Not one Marine vs 400. That’s silly and I suspect exaggeration for effect. But I feel a squad of Marines should feel more threatening and capable than a squad of Guardsmen - or even two squads.

That’s not to say 10 Marines vs 20/30 Other should ever feel like a foregone conclusion - but it should feel like an occasional triumph when you get lucky and take out the Marines with small arms fire. More that the Marines should be confident that they’ll suffer no more than acceptable casualties, than should walk out entirely unscathed.

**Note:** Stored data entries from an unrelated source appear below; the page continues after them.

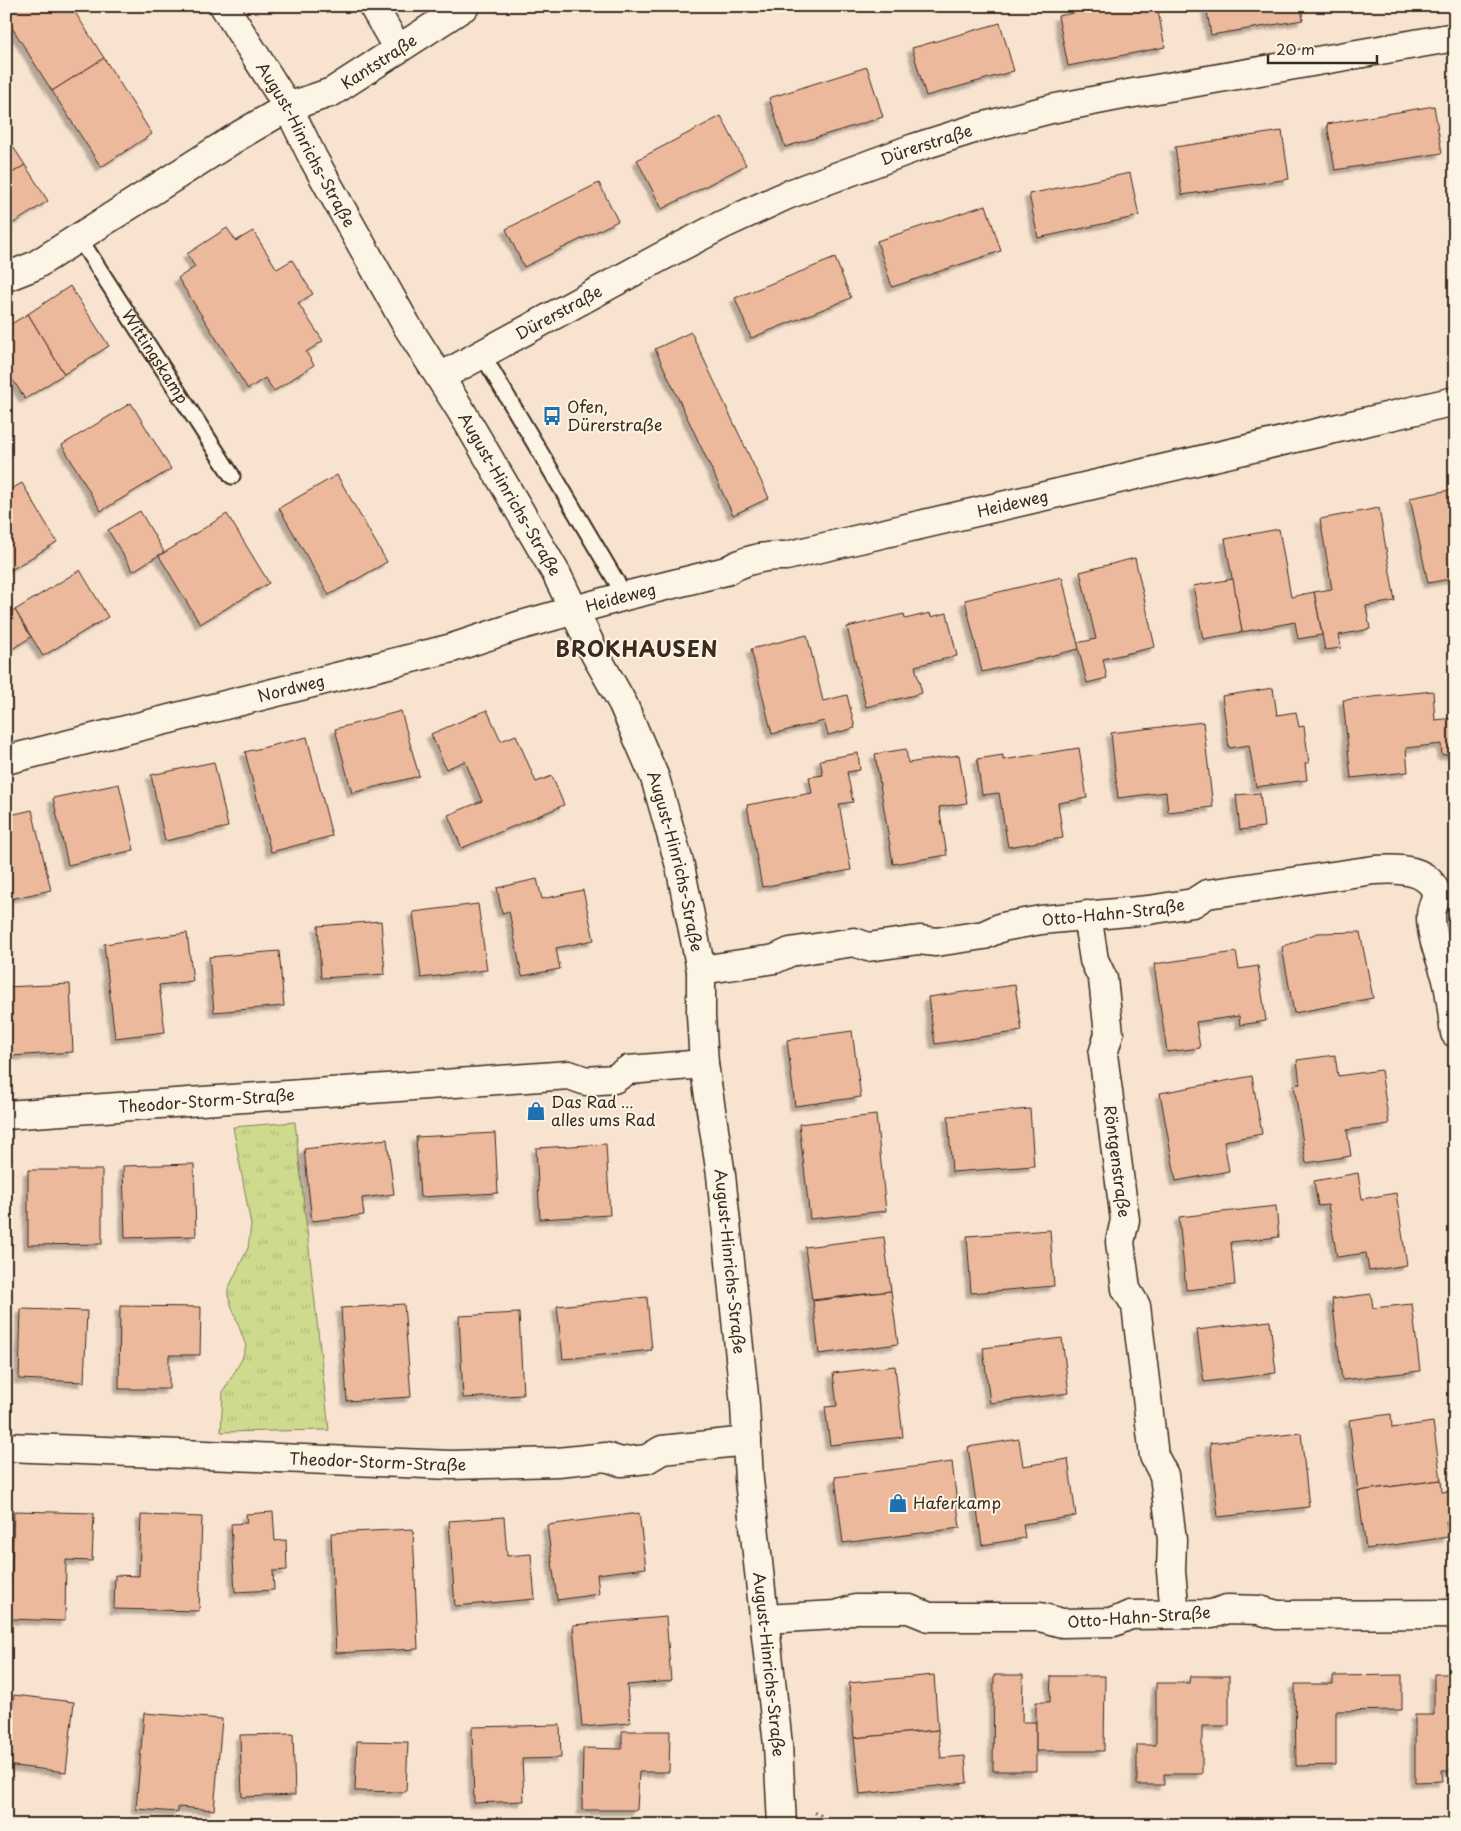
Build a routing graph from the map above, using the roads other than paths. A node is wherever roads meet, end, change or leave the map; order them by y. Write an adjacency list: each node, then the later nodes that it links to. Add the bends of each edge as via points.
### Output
1 (224, 6): 6 (street, August-Hinrichs-Straße)
2 (373, 6): 5 (street)
3 (465, 6): 5 (street, Kantstraße)
4 (1455, 37): 9 (street, Dürerstraße, via 1051,109 914,148 787,195 722,225)
5 (398, 49): 6 (street, Kantstraße, via 332,92)
6 (288, 107): 7 (street); 10 (street, August-Hinrichs-Straße, via 402,317)
7 (79, 238): 8 (street, via 34,266); 12 (lane, Wittingskamp)
8 (6, 277)
9 (482, 354): 10 (street, Dürerstraße); 13 (lane)
10 (440, 377): 14 (street, August-Hinrichs-Straße, via 556,573)
11 (1455, 401): 13 (street, Heideweg, via 786,556 770,555 740,562 726,571)
12 (232, 476)
13 (624, 596): 14 (street, Heideweg)
14 (574, 610): 15 (street, Nordweg, via 452,648); 17 (street, August-Hinrichs-Straße, via 623,704 655,778 680,866)
15 (6, 760)
16 (1087, 915): 17 (street, Otto-Hahn-Straße, via 1002,926 984,935 936,942 919,940 868,946 854,942 790,952 775,959); 18 (street, Otto-Hahn-Straße, via 1149,910 1193,902 1207,894 1374,870 1416,873 1434,888 1437,898 1431,915); 23 (street, Röntgenstraße, via 1094,960 1102,979 1109,1034 1103,1054 1125,1220 1121,1251 1126,1289 1136,1306 1154,1456 1164,1475 1172,1540)
17 (701, 970): 19 (street, August-Hinrichs-Straße)
18 (1455, 1033)
19 (704, 1064): 20 (street, Theodor-Storm-Straße, via 628,1070 614,1078 586,1081 569,1075); 21 (street, August-Hinrichs-Straße, via 721,1175 746,1405)
20 (6, 1115)
21 (747, 1441): 22 (street, Theodor-Storm-Straße, via 662,1450 647,1459 620,1462 606,1457 558,1462 451,1465); 25 (street, August-Hinrichs-Straße)
22 (6, 1447)
23 (1175, 1614): 24 (street, Otto-Hahn-Straße, via 1212,1614 1227,1609 1259,1610 1277,1615); 25 (street, Otto-Hahn-Straße, via 1130,1616 1114,1622 1062,1623 1040,1617 929,1617 909,1609 855,1609 836,1615)
24 (1455, 1614)
25 (765, 1619): 26 (street, August-Hinrichs-Straße, via 778,1745)
26 (782, 1825)

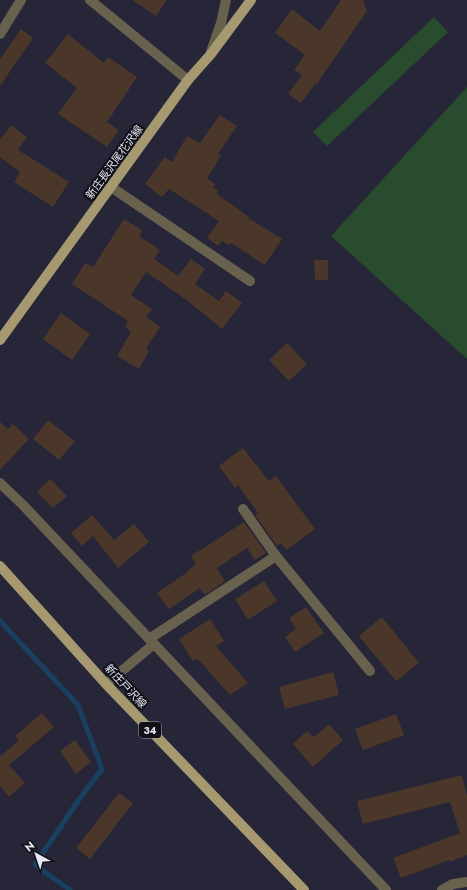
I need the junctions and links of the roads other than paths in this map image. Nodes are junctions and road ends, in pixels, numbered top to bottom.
1 (21, 0) edge
2 (90, 0) edge
3 (226, 0) edge
4 (251, 0) edge
5 (0, 34) edge
6 (211, 54) junction
7 (188, 80) junction
8 (111, 187) junction
9 (250, 281) dead end
10 (0, 340) edge
11 (0, 483) edge
12 (243, 509) dead end
13 (276, 556) junction
14 (0, 566) edge
15 (152, 642) junction
16 (370, 671) dead end
17 (106, 684) junction
18 (467, 882) edge
19 (304, 890) edge
20 (386, 890) edge
21 (442, 890) edge

1 - 5 street
2 - 7 street
3 - 6 street
4 - 6 main road, 新庄長沢尾花沢線
6 - 7 main road, 新庄長沢尾花沢線
7 - 8 main road, 新庄長沢尾花沢線
8 - 9 street
8 - 10 main road, 新庄長沢尾花沢線
11 - 15 street
12 - 13 street
13 - 15 street
13 - 16 street
14 - 17 main road, 新庄戸沢線 / 34
15 - 17 street
15 - 20 street
17 - 19 main road, 新庄戸沢線 / 34
18 - 21 street

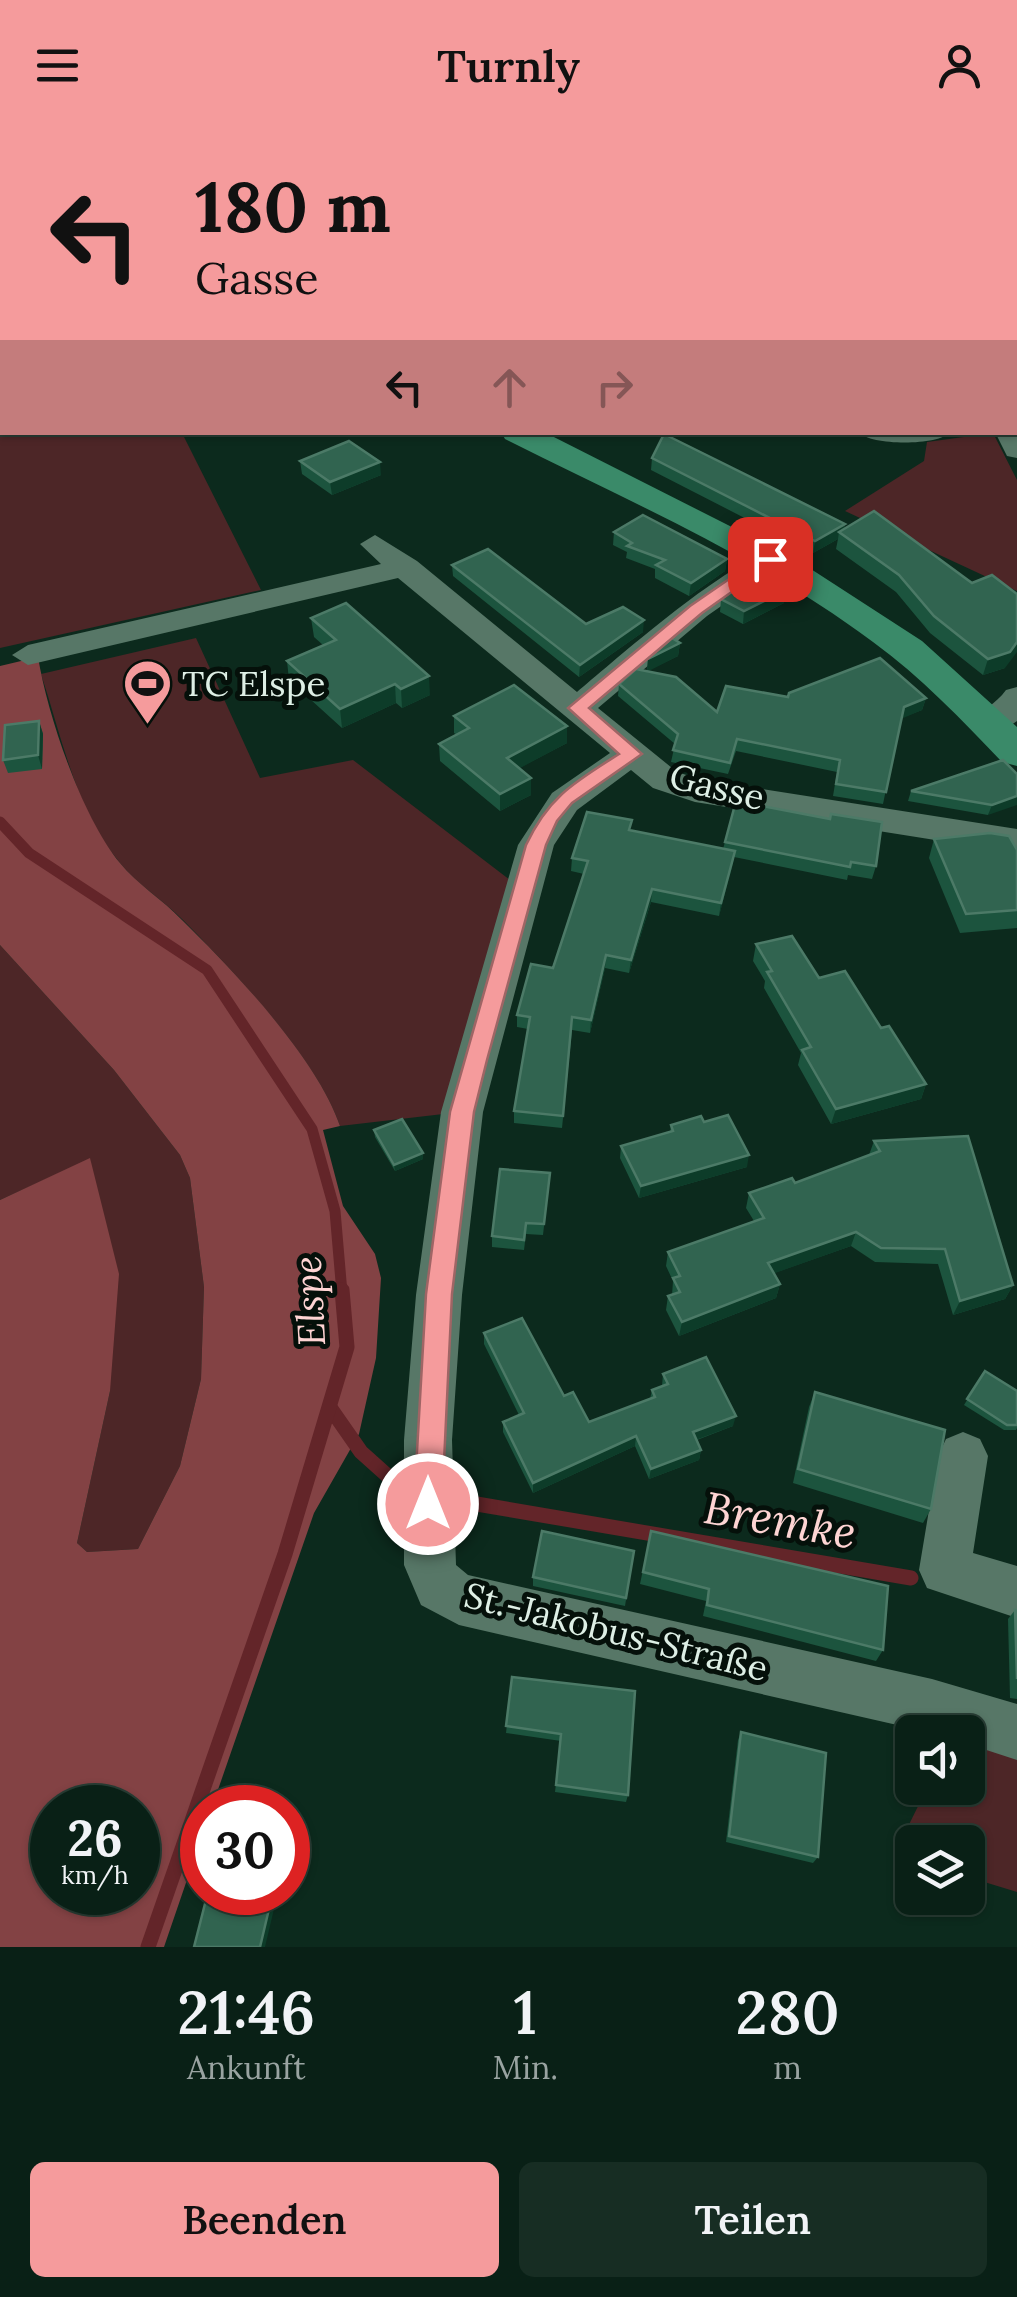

The same for stuff like Tyranid Warriors, Aspect Warriors, Chaos Marines and so on and so forth, in case people confused the example given with cheerleading for Marines specifically.

Maybe the scale and scope of your average 40K battle has grown beyond that. As again, bAcK iN mY dAy a 2,000 point army was quite dinky. Yes a 2nd Ed Battlecannon May ruin a squad of Marines quite handily, but Leman Russ etc just weren’t as numerous, so provided I was careful I could mitigate the worst of it and prioritise taking those Battle Cannon out of the equation.

I guess I just want it to feel like anything which takes out Elite Stuff had to sing for its supper. Whilst it is of course amusing on occasion, nobody likes losing an expensive, prized unit to desultory fire.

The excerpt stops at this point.